[Collected data]
↓

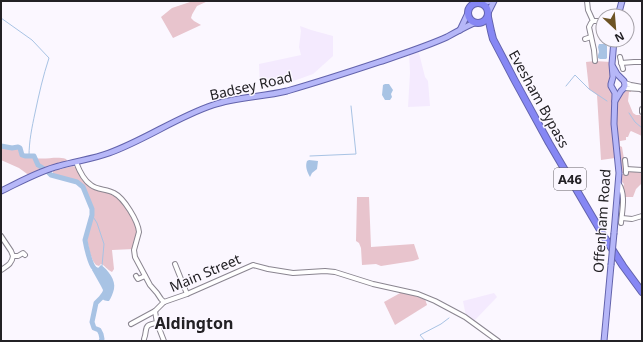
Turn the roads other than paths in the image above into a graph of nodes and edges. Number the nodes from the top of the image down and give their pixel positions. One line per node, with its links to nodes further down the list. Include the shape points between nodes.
1 (468, 1): 6 (highway)
2 (490, 1): 5 (main road)
3 (494, 1): 7 (main road)
4 (587, 1): 8 (street)
5 (479, 2): 6 (highway, via 473,4); 7 (highway, via 485,5)
6 (468, 11): 9 (highway, via 469,19); 10 (main road)
7 (488, 14): 9 (highway, via 485,22); 13 (highway, Evesham Bypass / A46)
8 (593, 21): 11 (street, via 589,27)
9 (476, 23): 10 (main road, Badsey Road); 13 (highway, Evesham Bypass / A46)
10 (460, 30): 31 (main road, Badsey Road, via 410,51 329,78 261,97 214,105 108,154)
11 (591, 37): 12 (street); 16 (street)
12 (585, 38)
13 (493, 39): 45 (highway, Evesham Bypass / A46, via 603,235)
14 (613, 48): 19 (main road)
15 (620, 57): 18 (street)
16 (595, 61)
17 (642, 62): 18 (street)
18 (621, 63): 20 (street)
19 (612, 64): 21 (main road); 22 (main road)
20 (623, 69)
21 (620, 78): 22 (main road, via 615,78); 23 (main road, via 623,80)
22 (612, 82): 25 (main road)
23 (623, 87): 24 (street); 25 (main road); 26 (street); 27 (main road, Offenham Road)
24 (642, 87)
25 (614, 90): 27 (main road, Offenham Road)
26 (642, 90)
27 (614, 104): 33 (main road, Offenham Road)
28 (642, 109): 29 (street)
29 (642, 112)
30 (625, 160): 32 (street, via 626,171)
31 (76, 162): 34 (main road, Badsey Road, via 42,172); 44 (street, via 81,174 91,186 115,193 132,214 139,229 134,250)
32 (642, 170)
33 (619, 184): 35 (street, via 623,194 621,221); 54 (main road, Offenham Road, bridge)
34 (1, 191)
35 (642, 216)
36 (1, 236): 38 (street)
37 (24, 255): 38 (street, via 23,253)
38 (13, 256): 40 (street, via 8,266)
39 (175, 264): 41 (street)
40 (1, 270)
41 (177, 270): 42 (street); 46 (street)
42 (172, 272)
43 (136, 276): 44 (street, via 138,279)
44 (145, 276): 47 (street)
45 (642, 292)
46 (186, 294): 47 (street, Main Street); 53 (street, Main Street, via 253,265 293,273 335,272 435,301 465,317)
47 (164, 302): 48 (street)
48 (155, 311): 49 (street); 50 (street)
49 (157, 323): 51 (street, via 147,327); 52 (street)
50 (131, 324)
51 (144, 339)
52 (164, 341)
53 (498, 341)
54 (604, 341)

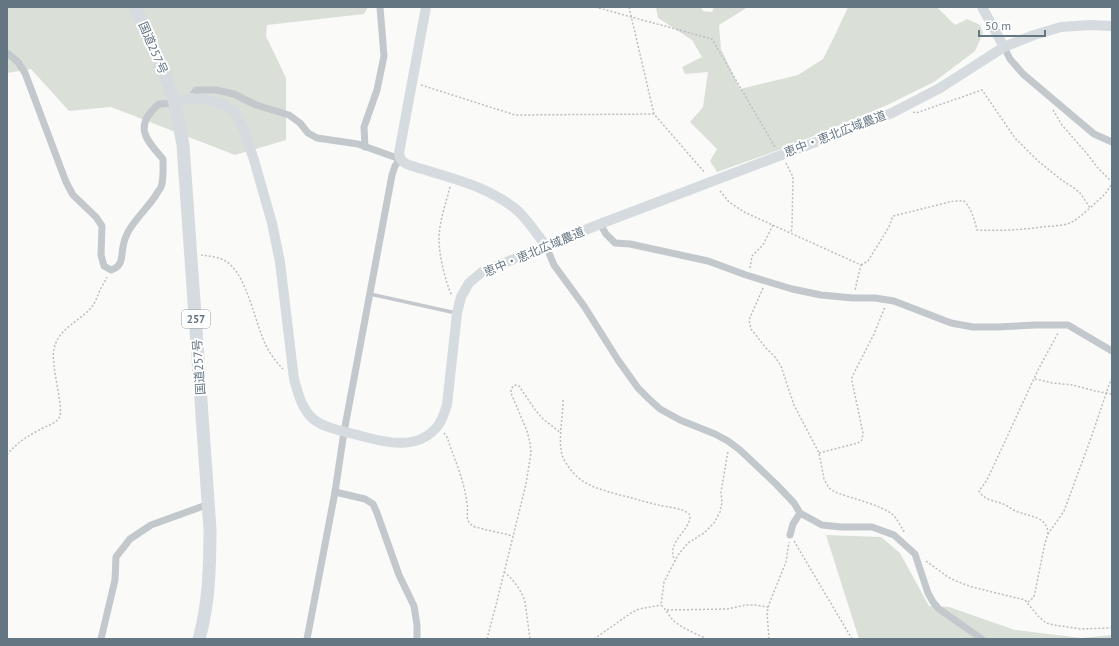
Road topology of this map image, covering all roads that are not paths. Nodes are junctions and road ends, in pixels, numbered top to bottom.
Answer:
1 (135, 7) edge
2 (380, 7) edge
3 (426, 7) edge
4 (982, 7) edge
5 (1112, 26) edge
6 (1004, 47) junction
7 (7, 53) edge
8 (190, 98) junction
9 (175, 103) junction
10 (1112, 142) edge
11 (365, 147) junction
12 (400, 159) junction
13 (600, 224) junction
14 (546, 246) junction
15 (369, 294) junction
16 (457, 313) junction
17 (1112, 351) edge
18 (344, 432) junction
19 (335, 492) junction
20 (209, 504) junction
21 (800, 513) junction
22 (790, 534) road end
23 (101, 639) edge
24 (199, 639) edge
25 (307, 639) edge
26 (417, 639) edge
27 (982, 639) edge

1 - 9 highway, 国道257号 / 257
2 - 11 street
3 - 12 street
4 - 6 street
5 - 6 street, 恵中・恵北広域農道
6 - 10 street
6 - 13 street, 恵中・恵北広域農道
7 - 9 street
8 - 9 street
8 - 11 street
8 - 18 street, 恵中・恵北広域農道
9 - 20 highway, 国道257号 / 257
11 - 12 street
12 - 14 street
12 - 15 street
13 - 14 street, 恵中・恵北広域農道
13 - 17 street
14 - 16 street, 恵中・恵北広域農道
14 - 21 street
15 - 16 lane
15 - 18 street
16 - 18 street, 恵中・恵北広域農道
18 - 19 street
19 - 25 street
19 - 26 street
20 - 23 street
20 - 24 highway, 国道257号 / 257
21 - 22 street
21 - 27 street

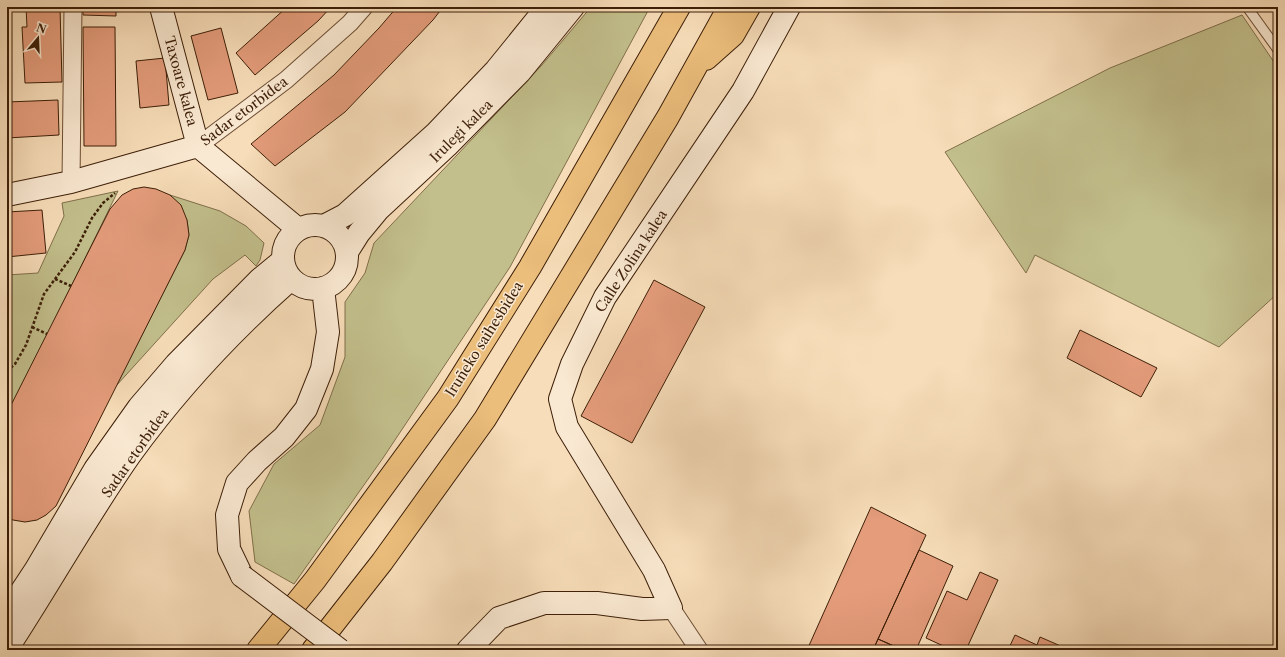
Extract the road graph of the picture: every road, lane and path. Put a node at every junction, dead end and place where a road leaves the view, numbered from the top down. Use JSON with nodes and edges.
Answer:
{"nodes":[{"id":1,"x":73,"y":7,"type":"edge"},
{"id":2,"x":161,"y":7,"type":"edge"},
{"id":3,"x":364,"y":7,"type":"edge"},
{"id":4,"x":547,"y":7,"type":"edge"},
{"id":5,"x":573,"y":7,"type":"edge"},
{"id":6,"x":729,"y":7,"type":"edge"},
{"id":7,"x":749,"y":7,"type":"edge"},
{"id":8,"x":789,"y":7,"type":"edge"},
{"id":9,"x":1247,"y":7,"type":"edge"},
{"id":10,"x":678,"y":10,"type":"edge"},
{"id":11,"x":1278,"y":50,"type":"edge"},
{"id":12,"x":695,"y":69,"type":"junction"},
{"id":13,"x":198,"y":146,"type":"junction"},
{"id":14,"x":71,"y":182,"type":"junction"},
{"id":15,"x":118,"y":191,"type":"dead end"},
{"id":16,"x":7,"y":195,"type":"edge"},
{"id":17,"x":324,"y":226,"type":"junction"},
{"id":18,"x":298,"y":229,"type":"junction"},
{"id":19,"x":347,"y":252,"type":"junction"},
{"id":20,"x":287,"y":270,"type":"junction"},
{"id":21,"x":55,"y":279,"type":"junction"},
{"id":22,"x":71,"y":286,"type":"dead end"},
{"id":23,"x":324,"y":288,"type":"junction"},
{"id":24,"x":32,"y":327,"type":"junction"},
{"id":25,"x":47,"y":334,"type":"dead end"},
{"id":26,"x":7,"y":371,"type":"edge"},
{"id":27,"x":671,"y":608,"type":"junction"},
{"id":28,"x":7,"y":613,"type":"edge"},
{"id":29,"x":7,"y":649,"type":"edge"},
{"id":30,"x":258,"y":650,"type":"edge"},
{"id":31,"x":313,"y":650,"type":"edge"},
{"id":32,"x":340,"y":650,"type":"edge"},
{"id":33,"x":468,"y":650,"type":"edge"},
{"id":34,"x":699,"y":650,"type":"edge"}],
"edges":[{"from":1,"to":14,"type":"street"},
{"from":2,"to":13,"type":"street","name":"Taxoare kalea"},
{"from":3,"to":13,"type":"street","name":"Sadar etorbidea"},
{"from":4,"to":17,"type":"street","name":"Irulegi kalea"},
{"from":5,"to":19,"type":"street","name":"Irulegi kalea"},
{"from":6,"to":12,"type":"highway"},
{"from":7,"to":12,"type":"highway"},
{"from":8,"to":27,"type":"street","name":"Calle Zolina kalea"},
{"from":9,"to":11,"type":"lane"},
{"from":10,"to":30,"type":"highway","name":"Iruñeko saihesbidea"},
{"from":12,"to":31,"type":"highway"},
{"from":13,"to":14,"type":"street","name":"Sadar etorbidea"},
{"from":13,"to":18,"type":"street"},
{"from":14,"to":16,"type":"street","name":"Sadar etorbidea"},
{"from":15,"to":21,"type":"path"},
{"from":17,"to":18,"type":"street"},
{"from":17,"to":19,"type":"street"},
{"from":18,"to":20,"type":"street"},
{"from":19,"to":23,"type":"street"},
{"from":20,"to":23,"type":"street"},
{"from":20,"to":28,"type":"street","name":"Sadar etorbidea"},
{"from":20,"to":29,"type":"street","name":"Sadar etorbidea"},
{"from":21,"to":22,"type":"path"},
{"from":21,"to":24,"type":"path"},
{"from":23,"to":32,"type":"street","bridge":true},
{"from":24,"to":25,"type":"path"},
{"from":24,"to":26,"type":"path"},
{"from":27,"to":33,"type":"street"},
{"from":27,"to":34,"type":"street","name":"Calle Zolina kalea"}]}
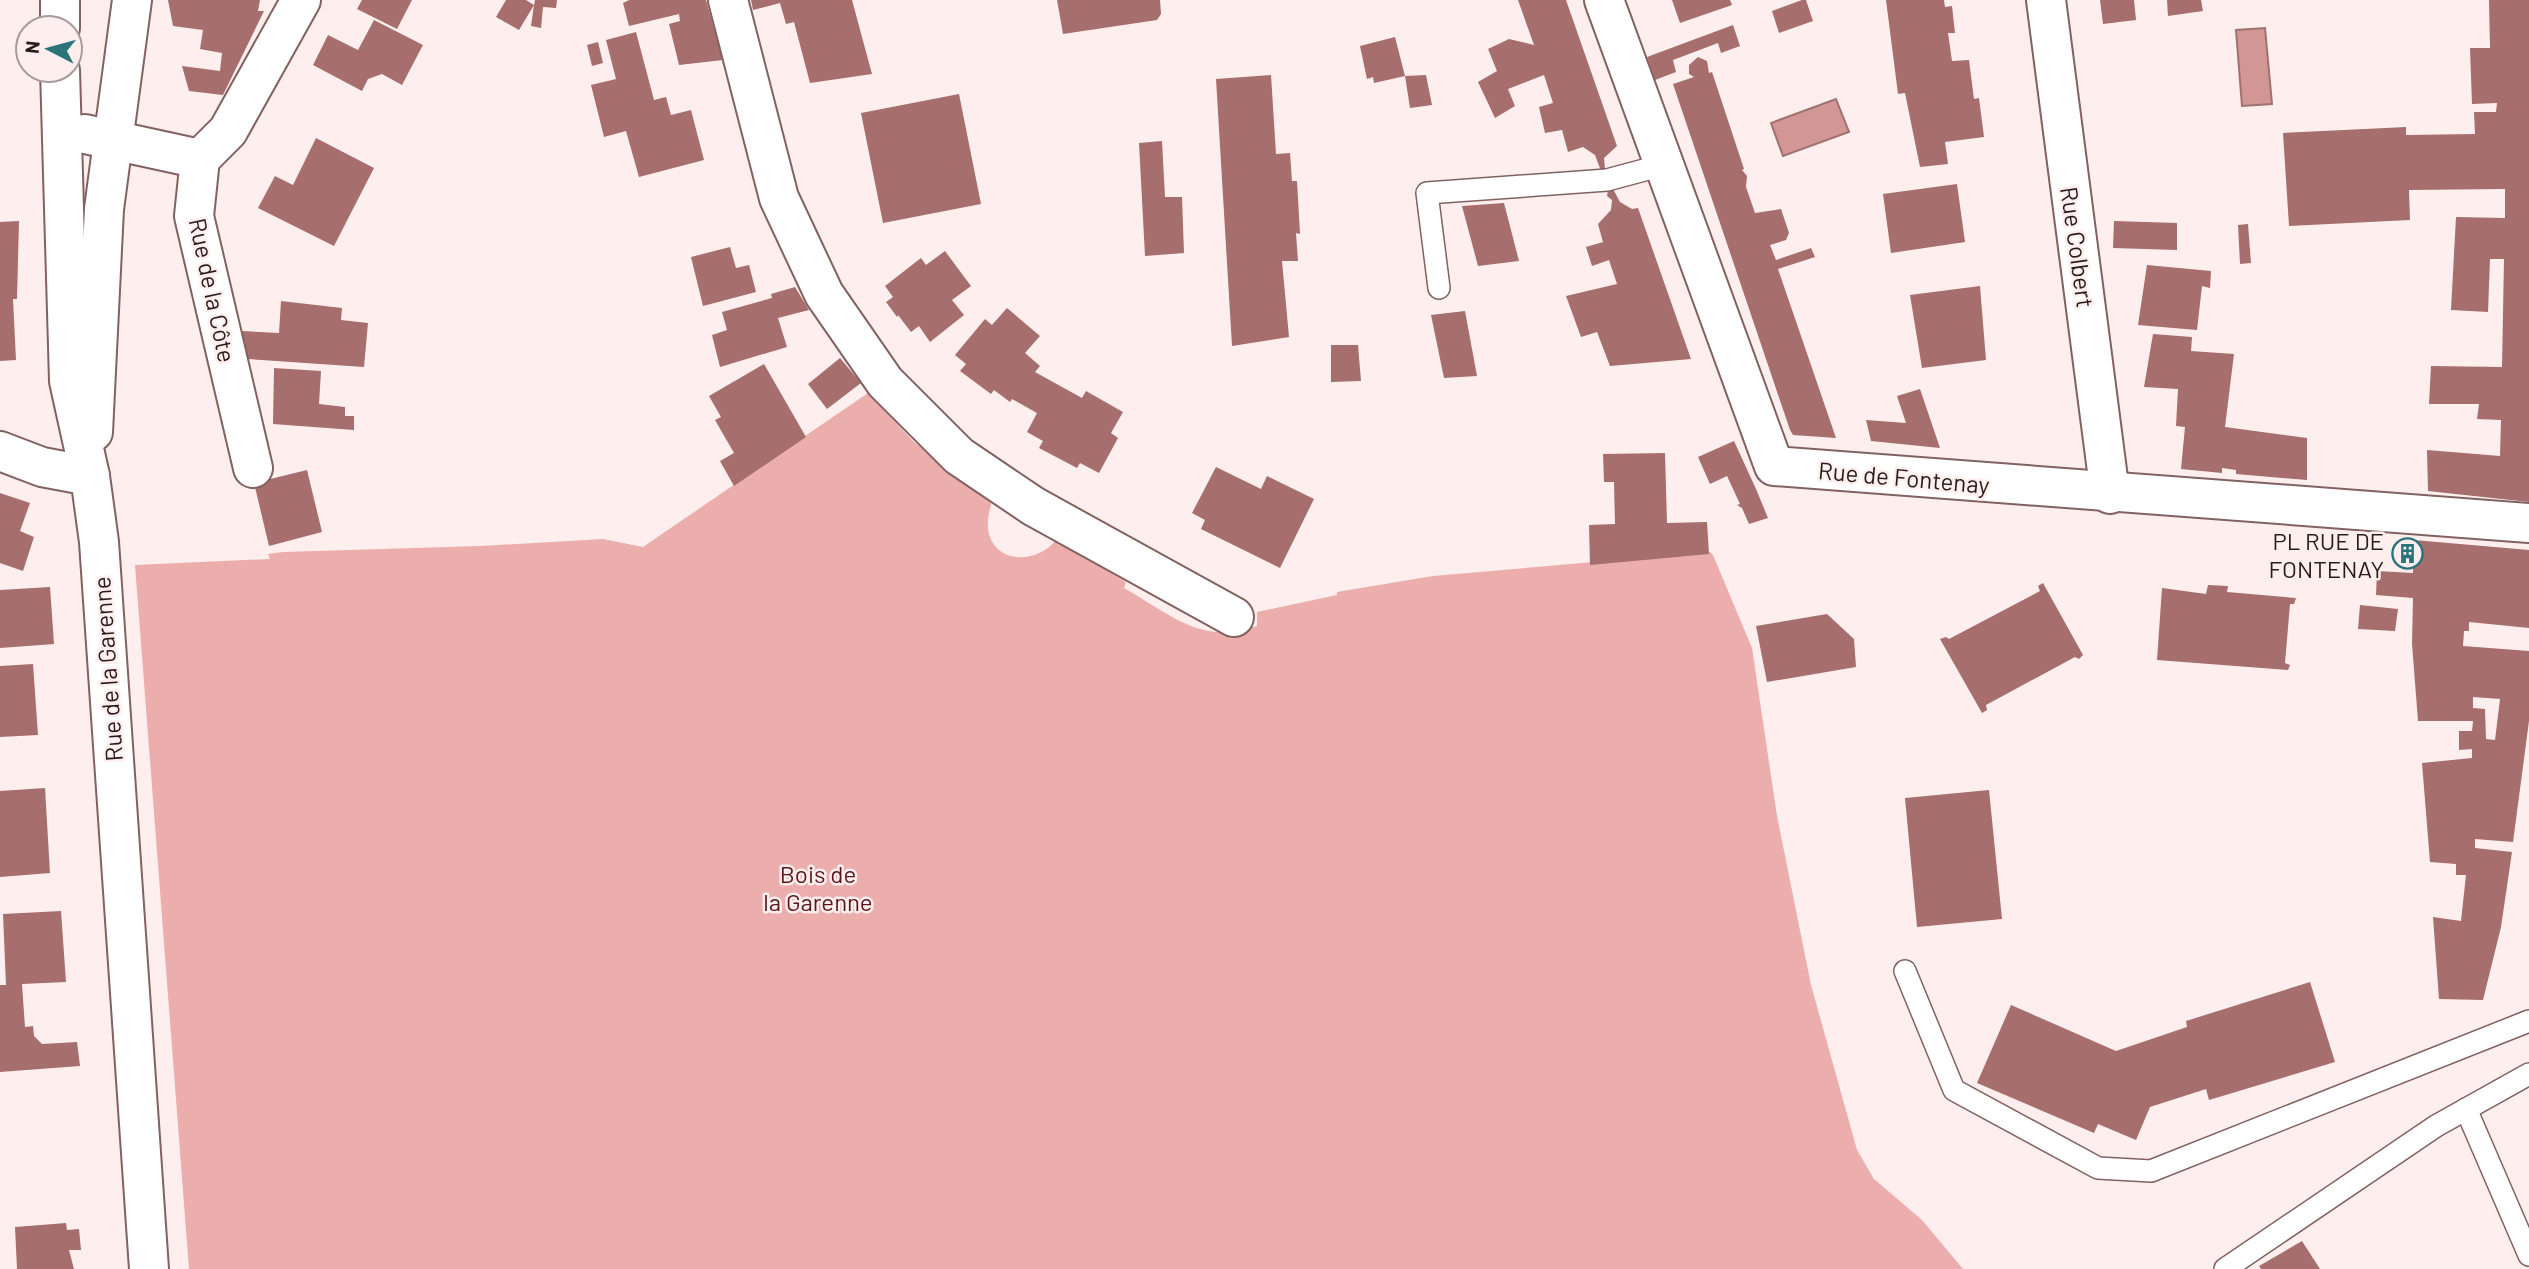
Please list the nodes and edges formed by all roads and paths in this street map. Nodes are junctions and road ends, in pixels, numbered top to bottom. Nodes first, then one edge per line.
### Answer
1 (132, 0) edge
2 (300, 0) edge
3 (728, 0) edge
4 (1604, 0) edge
5 (2046, 0) edge
6 (60, 84) edge
7 (59, 130) junction
8 (111, 139) junction
9 (200, 159) junction
10 (1663, 165) junction
11 (1439, 288) dead end
12 (0, 451) edge
13 (253, 468) dead end
14 (90, 476) junction
15 (2110, 494) junction
16 (2529, 523) edge
17 (1234, 617) dead end
18 (1905, 971) dead end
19 (2529, 1021) edge
20 (2529, 1074) edge
21 (2466, 1109) junction
22 (2529, 1255) edge
23 (149, 1269) edge
24 (2225, 1269) edge

1 - 8 street
2 - 9 street
3 - 17 street
4 - 10 street, Rue de Fontenay
5 - 15 street, Rue Colbert
6 - 7 street, Rue de la Garenne
7 - 8 street
7 - 14 street, Rue de la Garenne
8 - 9 street
8 - 14 street
9 - 13 street, Rue de la Côte
10 - 11 lane
10 - 15 street, Rue de Fontenay
12 - 14 street
14 - 23 street, Rue de la Garenne
15 - 16 street, Rue de Fontenay
18 - 19 lane
20 - 21 lane
21 - 22 lane
21 - 24 lane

↑

**ACTION ITEM:** Where in the records above does the word "pixels" appear? Copy each line that holds it.

**TASK RESULT:**
Road topology of this map image, covering all roads that are not paths. Nodes are junctions and road ends, in pixels, numbered top to bottom.
Please list the nodes and edges formed by all roads and paths in this street map. Nodes are junctions and road ends, in pixels, numbered top to bottom. Nodes first, then one edge per line.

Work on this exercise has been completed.